*** Opening of TASK DATA ***
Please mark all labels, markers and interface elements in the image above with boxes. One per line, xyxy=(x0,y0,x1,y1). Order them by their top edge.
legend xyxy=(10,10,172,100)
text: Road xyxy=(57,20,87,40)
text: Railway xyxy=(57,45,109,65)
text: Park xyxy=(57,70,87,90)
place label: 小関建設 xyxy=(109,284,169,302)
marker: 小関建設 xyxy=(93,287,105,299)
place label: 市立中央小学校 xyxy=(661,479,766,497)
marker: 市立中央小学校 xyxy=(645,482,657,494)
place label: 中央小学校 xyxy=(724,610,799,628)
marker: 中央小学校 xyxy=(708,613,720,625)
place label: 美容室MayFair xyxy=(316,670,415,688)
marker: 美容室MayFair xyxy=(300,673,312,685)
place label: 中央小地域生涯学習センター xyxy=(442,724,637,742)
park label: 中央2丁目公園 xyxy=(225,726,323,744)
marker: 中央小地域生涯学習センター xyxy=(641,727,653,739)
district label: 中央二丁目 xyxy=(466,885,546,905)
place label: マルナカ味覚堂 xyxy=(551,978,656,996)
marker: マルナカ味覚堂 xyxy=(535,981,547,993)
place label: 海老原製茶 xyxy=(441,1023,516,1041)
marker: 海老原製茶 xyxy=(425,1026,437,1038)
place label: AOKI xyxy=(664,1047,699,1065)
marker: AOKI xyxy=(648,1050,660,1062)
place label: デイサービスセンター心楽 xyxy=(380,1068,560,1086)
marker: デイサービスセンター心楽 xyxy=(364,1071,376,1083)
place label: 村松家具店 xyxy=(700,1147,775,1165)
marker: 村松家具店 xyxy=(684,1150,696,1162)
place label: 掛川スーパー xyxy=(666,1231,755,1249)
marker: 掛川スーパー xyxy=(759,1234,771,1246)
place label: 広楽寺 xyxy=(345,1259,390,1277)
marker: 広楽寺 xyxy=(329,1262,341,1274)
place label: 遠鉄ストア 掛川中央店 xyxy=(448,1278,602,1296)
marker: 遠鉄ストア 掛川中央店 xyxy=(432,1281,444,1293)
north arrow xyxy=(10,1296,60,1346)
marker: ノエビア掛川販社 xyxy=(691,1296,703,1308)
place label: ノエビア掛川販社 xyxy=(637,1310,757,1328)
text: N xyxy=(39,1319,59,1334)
*** Close of TASK DATA ***
WORK INSTRUCTION: Output the entries above exactly, please, with nothing dropped.

EXERCISE OUTPUT:
Please mark all labels, markers and interface elements in the image above with boxes. One per line, xyxy=(x0,y0,x1,y1). Order them by their top edge.
legend xyxy=(10,10,172,100)
text: Road xyxy=(57,20,87,40)
text: Railway xyxy=(57,45,109,65)
text: Park xyxy=(57,70,87,90)
place label: 小関建設 xyxy=(109,284,169,302)
marker: 小関建設 xyxy=(93,287,105,299)
place label: 市立中央小学校 xyxy=(661,479,766,497)
marker: 市立中央小学校 xyxy=(645,482,657,494)
place label: 中央小学校 xyxy=(724,610,799,628)
marker: 中央小学校 xyxy=(708,613,720,625)
place label: 美容室MayFair xyxy=(316,670,415,688)
marker: 美容室MayFair xyxy=(300,673,312,685)
place label: 中央小地域生涯学習センター xyxy=(442,724,637,742)
park label: 中央2丁目公園 xyxy=(225,726,323,744)
marker: 中央小地域生涯学習センター xyxy=(641,727,653,739)
district label: 中央二丁目 xyxy=(466,885,546,905)
place label: マルナカ味覚堂 xyxy=(551,978,656,996)
marker: マルナカ味覚堂 xyxy=(535,981,547,993)
place label: 海老原製茶 xyxy=(441,1023,516,1041)
marker: 海老原製茶 xyxy=(425,1026,437,1038)
place label: AOKI xyxy=(664,1047,699,1065)
marker: AOKI xyxy=(648,1050,660,1062)
place label: デイサービスセンター心楽 xyxy=(380,1068,560,1086)
marker: デイサービスセンター心楽 xyxy=(364,1071,376,1083)
place label: 村松家具店 xyxy=(700,1147,775,1165)
marker: 村松家具店 xyxy=(684,1150,696,1162)
place label: 掛川スーパー xyxy=(666,1231,755,1249)
marker: 掛川スーパー xyxy=(759,1234,771,1246)
place label: 広楽寺 xyxy=(345,1259,390,1277)
marker: 広楽寺 xyxy=(329,1262,341,1274)
place label: 遠鉄ストア 掛川中央店 xyxy=(448,1278,602,1296)
marker: 遠鉄ストア 掛川中央店 xyxy=(432,1281,444,1293)
north arrow xyxy=(10,1296,60,1346)
marker: ノエビア掛川販社 xyxy=(691,1296,703,1308)
place label: ノエビア掛川販社 xyxy=(637,1310,757,1328)
text: N xyxy=(39,1319,59,1334)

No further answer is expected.